Saturday, November 28, 2009
When The Tuna Boat Came In
By Douglas V. Gibbs
According to the New York Times, the Blue Fin Tuna is in a death spiral. Perhaps. I don't know enough about Atlantic Tuna to make a determination. The Yellow Fin Tuna is more to my familiarity since the family has such a close connection to it. I've heard the stories of how my uncle Gil and his father Frank were the first to commercially pack tuna. They began a company named the Van Camp Seafood Company, based out of San Diego, and named their product "Chicken of the Sea." The Van Camps enjoyed a merger with Ralston-Purina in 1963, which is where the money was really made.
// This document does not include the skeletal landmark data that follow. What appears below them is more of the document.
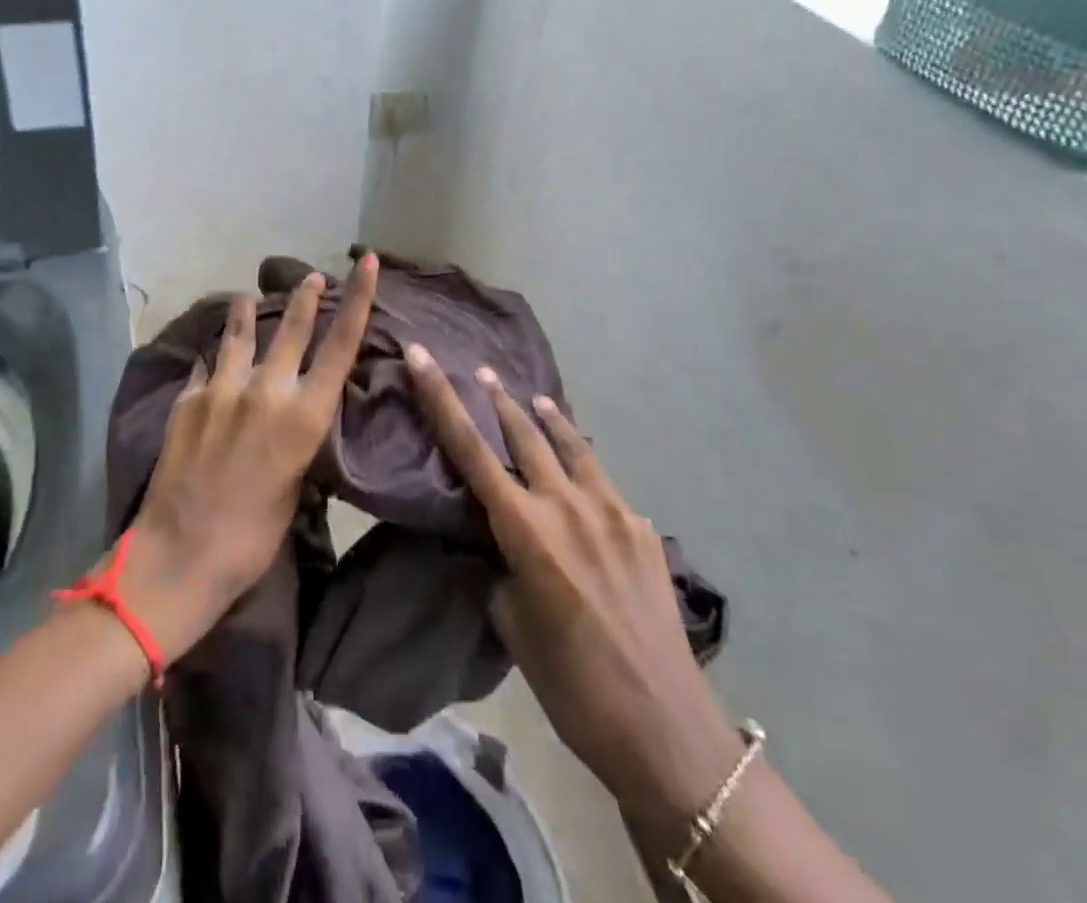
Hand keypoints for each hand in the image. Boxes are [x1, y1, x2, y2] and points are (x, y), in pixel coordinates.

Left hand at [117, 254, 378, 659]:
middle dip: (304, 296)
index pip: (341, 344)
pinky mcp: (188, 398)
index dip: (357, 298)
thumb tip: (293, 416)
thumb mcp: (295, 486)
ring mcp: (222, 389)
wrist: (181, 553)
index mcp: (304, 416)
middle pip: (291, 326)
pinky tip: (211, 353)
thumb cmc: (252, 537)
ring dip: (247, 311)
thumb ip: (296, 439)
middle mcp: (267, 390)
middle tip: (310, 276)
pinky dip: (214, 356)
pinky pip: (206, 364)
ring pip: (239, 333)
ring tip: (249, 296)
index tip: (365, 261)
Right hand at [404, 346, 742, 842]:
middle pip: (525, 433)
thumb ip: (503, 565)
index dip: (440, 398)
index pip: (470, 449)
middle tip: (482, 372)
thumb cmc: (571, 685)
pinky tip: (583, 482)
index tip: (421, 357)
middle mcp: (568, 506)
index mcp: (526, 530)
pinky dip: (584, 469)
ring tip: (535, 398)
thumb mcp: (513, 623)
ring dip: (549, 419)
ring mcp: (613, 512)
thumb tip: (502, 540)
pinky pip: (604, 484)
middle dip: (498, 399)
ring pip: (573, 446)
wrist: (664, 729)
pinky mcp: (644, 528)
Visiting Uncle Gil and Aunt Alice as a kid was always a treat. They were the ones that exposed me to the arts, exquisite cuisine, and reading. My aunt bought me hundreds of dollars worth of books every Christmas, usually with a theme. One year all of the books might be about horses. Another year, the books were all mysteries. Once the collection of books was nothing but Science Fiction, from H.G. Wells to Isaac Asimov. Nonetheless, Gil and Alice did what they could to ensure I was well educated, and exposed to the things they felt I ought to be.
Interestingly, I never got the feeling from any of my family that wealth meant elitism, or a stuffy attitude. My Uncle Stan, once, picked me up to take me to the piers for a hamburger, and we chatted away about baseball cards and bicycles.
I when my Uncle Gil took my family out to a snazzy French restaurant, and my little brother, after studying the menu carefully, announced he desired a burrito. Gil obliged, vanishing for a while, and returning with a burrito for the little boy.
As a child I also heard a lot of tales about the tuna fishing, and what it was like in the old days. Gil was concerned with the environmentalists crying about the diminishing population of Yellow Tail, even though he knew, he would say, that the environmentalists were all full of crap.
That is the statement that comes to mind as I read the New York Times proclamation that Blue Fin is on death's door. One wonders, as is all of the other environmental claims, if the announcement of Tuna's death spiral is true, or just a load of bull with a trail of money attached.
I suppose when the tuna boat comes in with no catch, there will be concern, but I don't believe it will ever get to something like that. I just wonder, with the advent of Climategate, if the leftists are lying about the Tuna, or if there really is need for alarm.
Listening to my uncle, I would say it is probably a false alarm, just like the false hysteria about man-made global warming.